> ABOUT THIS EXERCISE: An exact, complete copy of the lines below is the expected answer.

> MATERIAL SHOWN:
++++++++++

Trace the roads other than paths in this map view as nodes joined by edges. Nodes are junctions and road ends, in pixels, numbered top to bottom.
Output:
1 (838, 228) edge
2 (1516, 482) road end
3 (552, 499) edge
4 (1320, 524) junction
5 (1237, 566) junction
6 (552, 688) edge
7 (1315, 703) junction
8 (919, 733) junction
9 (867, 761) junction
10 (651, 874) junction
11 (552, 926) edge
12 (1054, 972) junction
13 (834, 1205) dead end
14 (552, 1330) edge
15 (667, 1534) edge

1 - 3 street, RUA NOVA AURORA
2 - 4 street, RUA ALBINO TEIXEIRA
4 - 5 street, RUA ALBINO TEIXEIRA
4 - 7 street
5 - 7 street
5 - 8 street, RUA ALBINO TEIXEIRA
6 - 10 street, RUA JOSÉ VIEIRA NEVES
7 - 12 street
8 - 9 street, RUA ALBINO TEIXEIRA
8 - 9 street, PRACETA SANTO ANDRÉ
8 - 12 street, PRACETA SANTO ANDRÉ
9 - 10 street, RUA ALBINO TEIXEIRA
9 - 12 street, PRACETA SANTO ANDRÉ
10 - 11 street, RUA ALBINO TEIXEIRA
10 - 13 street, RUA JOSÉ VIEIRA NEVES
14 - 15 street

++++++++++

> ANSWER BOX:
Trace the roads other than paths in this map view as nodes joined by edges. Nodes are junctions and road ends, in pixels, numbered top to bottom.
Output:
1 (838, 228) edge
2 (1516, 482) road end
3 (552, 499) edge
4 (1320, 524) junction
5 (1237, 566) junction
6 (552, 688) edge
7 (1315, 703) junction
8 (919, 733) junction
9 (867, 761) junction
10 (651, 874) junction
11 (552, 926) edge
12 (1054, 972) junction
13 (834, 1205) dead end
14 (552, 1330) edge
15 (667, 1534) edge

1 - 3 street, RUA NOVA AURORA
2 - 4 street, RUA ALBINO TEIXEIRA
4 - 5 street, RUA ALBINO TEIXEIRA
4 - 7 street
5 - 7 street
5 - 8 street, RUA ALBINO TEIXEIRA
6 - 10 street, RUA JOSÉ VIEIRA NEVES
7 - 12 street
8 - 9 street, RUA ALBINO TEIXEIRA
8 - 9 street, PRACETA SANTO ANDRÉ
8 - 12 street, PRACETA SANTO ANDRÉ
9 - 10 street, RUA ALBINO TEIXEIRA
9 - 12 street, PRACETA SANTO ANDRÉ
10 - 11 street, RUA ALBINO TEIXEIRA
10 - 13 street, RUA JOSÉ VIEIRA NEVES
14 - 15 street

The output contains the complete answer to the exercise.